От того же Саши Вождаева я узнал, что бригада наша базируется в бухте Северной, но там сейчас никого нет, пару кораблей стоит на ремонте в заводе, а те, что на ходу, во главе с флагманом бригады крейсером «Пожарский», находятся на сбор-походе в заливе Стрелок. Прозвонив по каким-то оперативным телефонам, Саша выяснил, что весь штаб и политотдел нашей бригады, в том числе и предназначенный мне эскадренный миноносец «Вольный», находятся там же, в Стрелке, а когда прибудут сюда – надо выяснять. Оказалось, что проще было бы мне добираться из Владивостока не сюда, а в Стрелок. Но кто ж мог это знать?

А пока Саша предложил мне расположиться с вещами в местной гостинице, где обитал и он сам. Гостиница оказалась чистенькой, с администратором, дежурными на этажах и кафе, где по вечерам играла музыка. Шестиместный номер на втором этаже стоил для каждого проживающего 78 копеек в сутки, оплата по квитанции производилась на день вперёд. Правда, «удобства», общие для всех, находились в конце коридора. А мой добрый попутчик Виталик Мондзелевский был определён на проходивший автобус в сторону Советской Гавани, где в Северном СРЗ его ожидал эсминец «Вдумчивый». На том мы и расстались.

Виталик, этот неиссякаемый для меня пример драчуна-оптимиста, трагически погиб весной 1986 года, оказавшись, почему-то на Байконуре, и хоронить его в Киев приехали солдаты в грубых армейских шинелях. Они привезли с собой запах казармы, смазных сапог и воинских перевозок, и так же, по-солдатски, коряво и неумело рассказывали о его гибели, оперируя словами «площадка», «паровик, «платформа», а с фотографии, поставленной у цинкового гроба, на меня смотрел уже повзрослевший капитан-лейтенант Мондзелевский. Виталий Анастасиевич. Хохмач, весельчак и задира, смерть которого казалась просто невероятной. И на кладбище я не поехал…

В своё время, Фантони показал мне старинный дом на улице Саксаганского: «Видишь тот дом, где гастроном на первом этаже? Так вот там обитала моя бабушка, и я одно время жил вместе с ней и даже ходил вон в ту школу». Прямо у входа в гастроном находилась остановка трамвая, откуда почти каждый день добирался я на Подол, и, бывало поутру, стоя в ожидании долгожданной «девятки», я иногда посматривал на светящиеся окна этого дома: интересно, в какое из них выглядывал когда-то мальчик, живущий без родителей у бабушки, будущий хохмач и задира Барри Фантони.
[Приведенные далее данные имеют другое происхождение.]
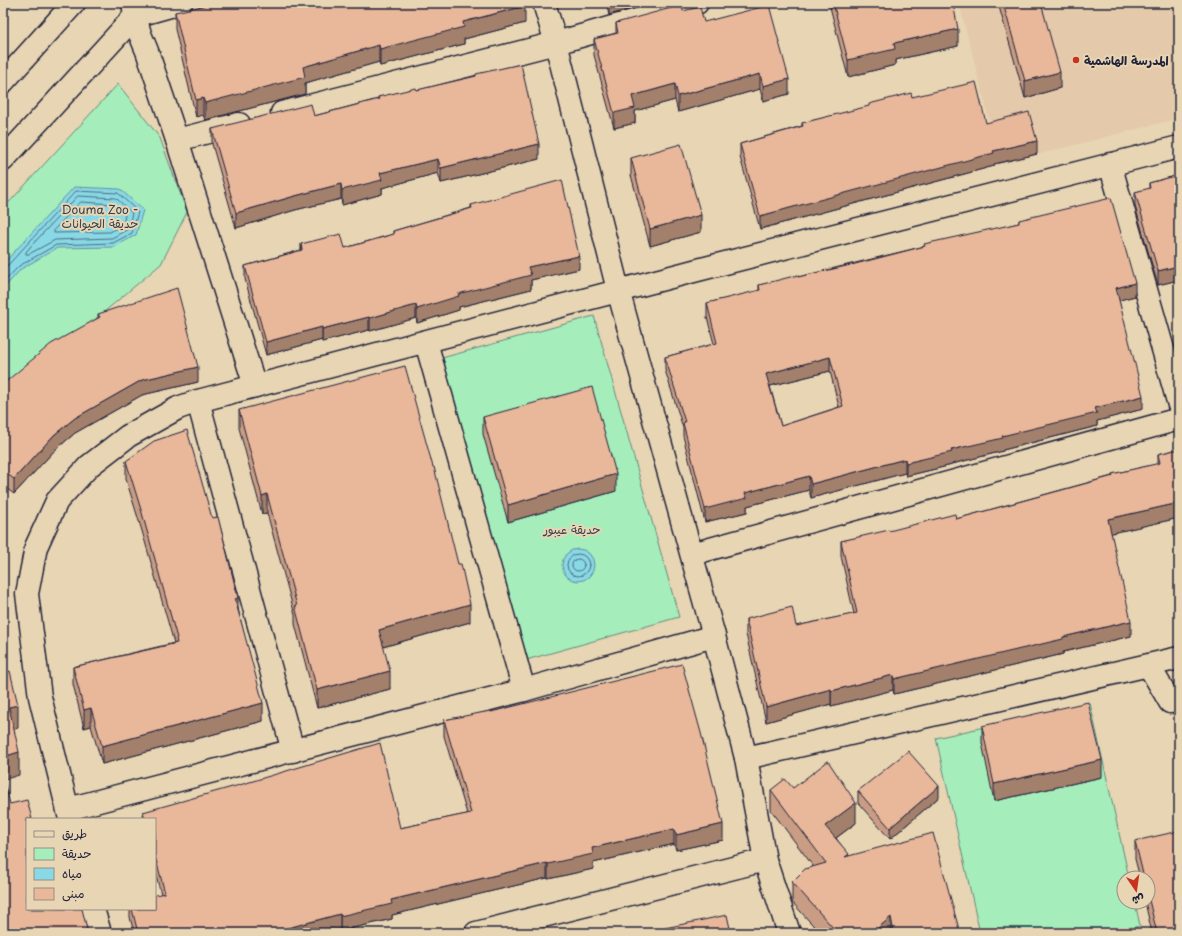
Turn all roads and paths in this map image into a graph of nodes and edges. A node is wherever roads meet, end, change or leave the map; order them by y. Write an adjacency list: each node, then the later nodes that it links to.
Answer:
1 (74, 3): 7 (street)
2 (181, 3): 5 (street)
3 (544, 3): 6 (street)
4 (697, 3): 6 (street)
5 (134, 9): 8 (street); 10 (street)
6 (556, 43): 8 (street); 12 (street)
7 (3, 82)
8 (177, 140): 14 (street)
9 (1179, 147): 11 (street)
10 (3, 160)
11 (1110, 164): 12 (street); 16 (street)
12 (618, 290): 13 (street); 18 (street)
13 (426, 342): 14 (street); 22 (street)
14 (255, 386): 15 (street)
15 (198, 401): 24 (street); 26 (street)
16 (1179, 405)
17 (1179, 419): 18 (street)
18 (692, 554): 19 (street)
19 (714, 636): 22 (street); 25 (street)
20 (1179, 658): 21 (street)
21 (1149, 666): 23 (street); 25 (street)
22 (524, 690): 24 (street)
23 (1170, 702)
24 (293, 750): 26 (street)
25 (746, 758): 27 (street)
26 (69, 814)
27 (765, 860): 29 (street); 32 (street)
28 (93, 910): 30 (street)
29 (532, 926): 31 (street)
30 (100, 933)
31 (476, 933)
32 (789, 933)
Которому, казалось, предстояла долгая, интересная жизнь…

…У «крейсерских годков» мы заприметили еще один финт, к которому в определённых случаях они прибегали. Если вестовой приносил им чай с алюминиевой ложечкой, они с недовольным видом, накручивали её вокруг пальца и протягивали вестовому: «Эту ложку возьми себе, сынок, а мне принеси нормальную»! Офицерам предназначались столовые приборы из нержавейки, алюминий шёл для срочной службы.

Будучи ответственным за офицерскую кают-компанию, старпом крейсера капитан 3 ранга В.М. Плахов, в присущей ему резкой манере, временами инструктировал вестовых:

— «Обращаю внимание, чай наливается отдельно в стакан и уже после этого стакан устанавливается в подстаканник, понятно?».

Вестовые согласно кивали головами: чего уж тут не понять, но продолжали лить чай в уже стоящие в подстаканниках стаканы. Так было проще и быстрей. Правда, при этом кипяток протекал в подстаканники и частенько в процессе чаепития проливался вам на лицо или рубашку.

Старпома это выводило из себя.

— «Иди сюда! – кричал он старшему вестовому, – я что тебе говорил, я как учил! Что тебе не понятно, мудила!».

Иногда он внезапно плескал водой из подстаканника вестовому в лицо: «Я спрашиваю, что тебе не понятно, мудила!».

Вестовой стоял, виновато опустив голову. Что тут скажешь.

Не знаю почему, но чаще других, из командного состава крейсера «Пожарский», я вспоминаю нашего тогдашнего старпома Валерия Михайловича Плахова. В те поры капитана 3 ранга, назначенного на эту неспокойную должность осенью семьдесят четвёртого года, перед самым выходом на боевую службу. Найти желающего идти в старпомы на такую «железяку» как наша, оказалось делом непростым. Старпомы на новых кораблях 1 ранга чувствовали себя намного спокойнее – не те габариты, экипажи меньше раза в три, а штатная категория та же – «капитан 2 ранга». Где отыскали нам старпома – уже не помню. Понятно, что где-то на кораблях. Высокий, с крутыми рельефными плечами (говорили, в молодости занимался боксом), передвигался он быстро и вразвалочку, порывистый и резкий в словах и действиях, внешне напоминающий бульдога. Рыжеватые волосы, приличная лысина, широкое рябоватое лицо, со слегка расплющенным носом, морщинистый лоб, веснушки и серые живые глаза, в которых просматривалась немедленная готовность ринуться в бой или обрушить на вас поток нелицеприятных выражений, которые он, действительно, не выбирал.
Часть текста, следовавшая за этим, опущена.